**Stored data entries:**
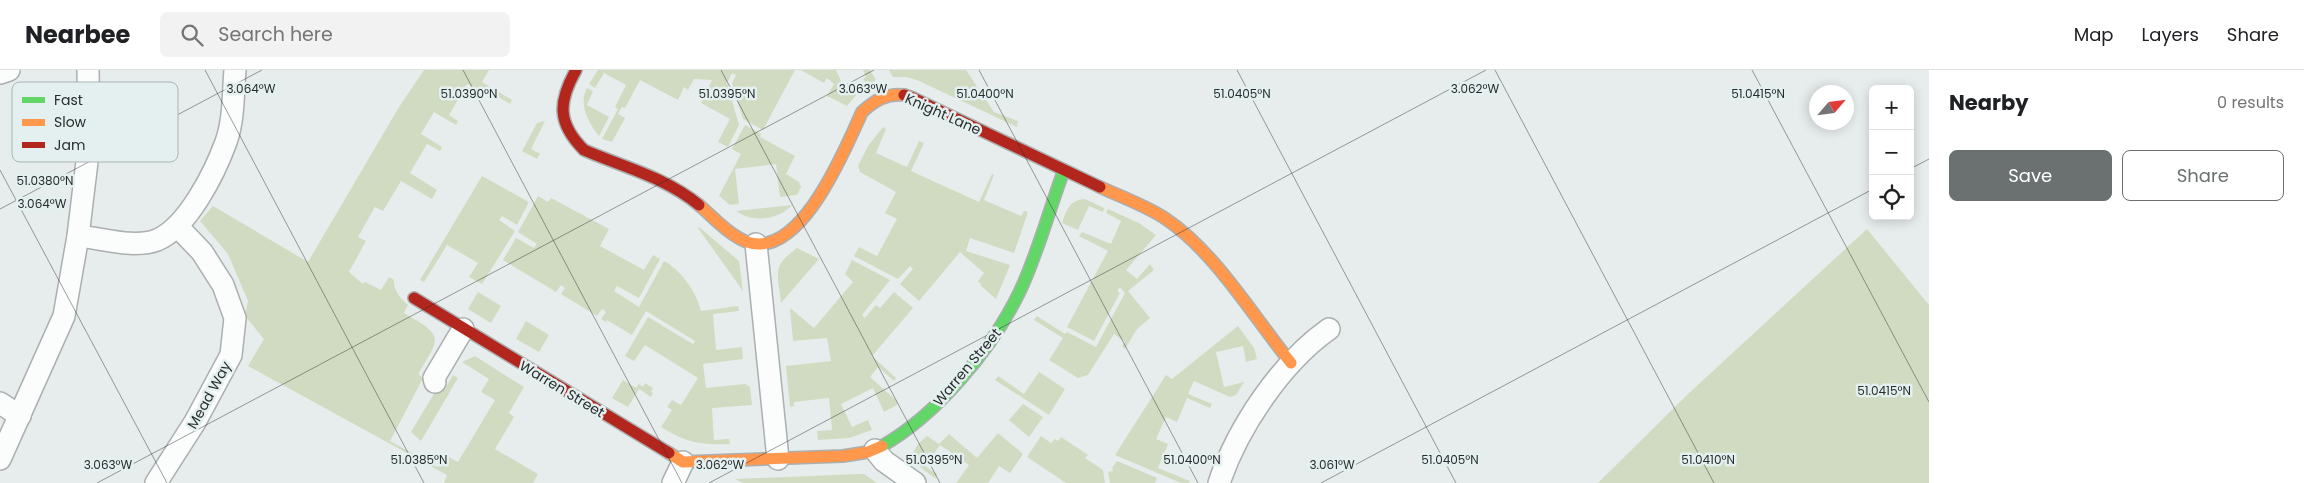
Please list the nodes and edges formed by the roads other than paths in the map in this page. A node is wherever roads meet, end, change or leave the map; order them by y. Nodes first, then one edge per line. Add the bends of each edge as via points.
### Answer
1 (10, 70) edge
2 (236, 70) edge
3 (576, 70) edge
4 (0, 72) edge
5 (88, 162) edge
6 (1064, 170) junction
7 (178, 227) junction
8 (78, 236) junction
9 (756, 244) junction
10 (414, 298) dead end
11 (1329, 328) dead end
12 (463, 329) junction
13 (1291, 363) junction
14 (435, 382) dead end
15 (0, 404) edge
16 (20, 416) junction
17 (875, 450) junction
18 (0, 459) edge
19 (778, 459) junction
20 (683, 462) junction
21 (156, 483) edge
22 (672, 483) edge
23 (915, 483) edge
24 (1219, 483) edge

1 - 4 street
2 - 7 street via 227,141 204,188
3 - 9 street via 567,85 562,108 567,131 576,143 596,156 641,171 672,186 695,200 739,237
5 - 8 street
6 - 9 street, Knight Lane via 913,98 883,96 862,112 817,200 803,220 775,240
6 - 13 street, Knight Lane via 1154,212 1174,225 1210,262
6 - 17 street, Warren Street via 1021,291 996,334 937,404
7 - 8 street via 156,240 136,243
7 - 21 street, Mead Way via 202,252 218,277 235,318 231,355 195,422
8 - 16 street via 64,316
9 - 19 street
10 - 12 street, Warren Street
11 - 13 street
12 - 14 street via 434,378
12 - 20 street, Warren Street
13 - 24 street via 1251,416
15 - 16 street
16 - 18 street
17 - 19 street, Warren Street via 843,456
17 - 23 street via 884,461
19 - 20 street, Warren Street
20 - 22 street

**WORK ITEM:** Each entry should be output word for word, with no pictures carried over.

**TASK SOLUTION:**
Please list the nodes and edges formed by the roads other than paths in the map in this page. A node is wherever roads meet, end, change or leave the map; order them by y. Nodes first, then one edge per line. Add the bends of each edge as via points.
### Answer
1 (10, 70) edge
2 (236, 70) edge
3 (576, 70) edge
4 (0, 72) edge
5 (88, 162) edge
6 (1064, 170) junction
7 (178, 227) junction
8 (78, 236) junction
9 (756, 244) junction
10 (414, 298) dead end
11 (1329, 328) dead end
12 (463, 329) junction
13 (1291, 363) junction
14 (435, 382) dead end
15 (0, 404) edge
16 (20, 416) junction
17 (875, 450) junction
18 (0, 459) edge
19 (778, 459) junction
20 (683, 462) junction
21 (156, 483) edge
22 (672, 483) edge
23 (915, 483) edge
24 (1219, 483) edge

1 - 4 street
2 - 7 street via 227,141 204,188
3 - 9 street via 567,85 562,108 567,131 576,143 596,156 641,171 672,186 695,200 739,237
5 - 8 street
6 - 9 street, Knight Lane via 913,98 883,96 862,112 817,200 803,220 775,240
6 - 13 street, Knight Lane via 1154,212 1174,225 1210,262
6 - 17 street, Warren Street via 1021,291 996,334 937,404
7 - 8 street via 156,240 136,243
7 - 21 street, Mead Way via 202,252 218,277 235,318 231,355 195,422
8 - 16 street via 64,316
9 - 19 street
10 - 12 street, Warren Street
11 - 13 street
12 - 14 street via 434,378
12 - 20 street, Warren Street
13 - 24 street via 1251,416
15 - 16 street
16 - 18 street
17 - 19 street, Warren Street via 843,456
17 - 23 street via 884,461
19 - 20 street, Warren Street
20 - 22 street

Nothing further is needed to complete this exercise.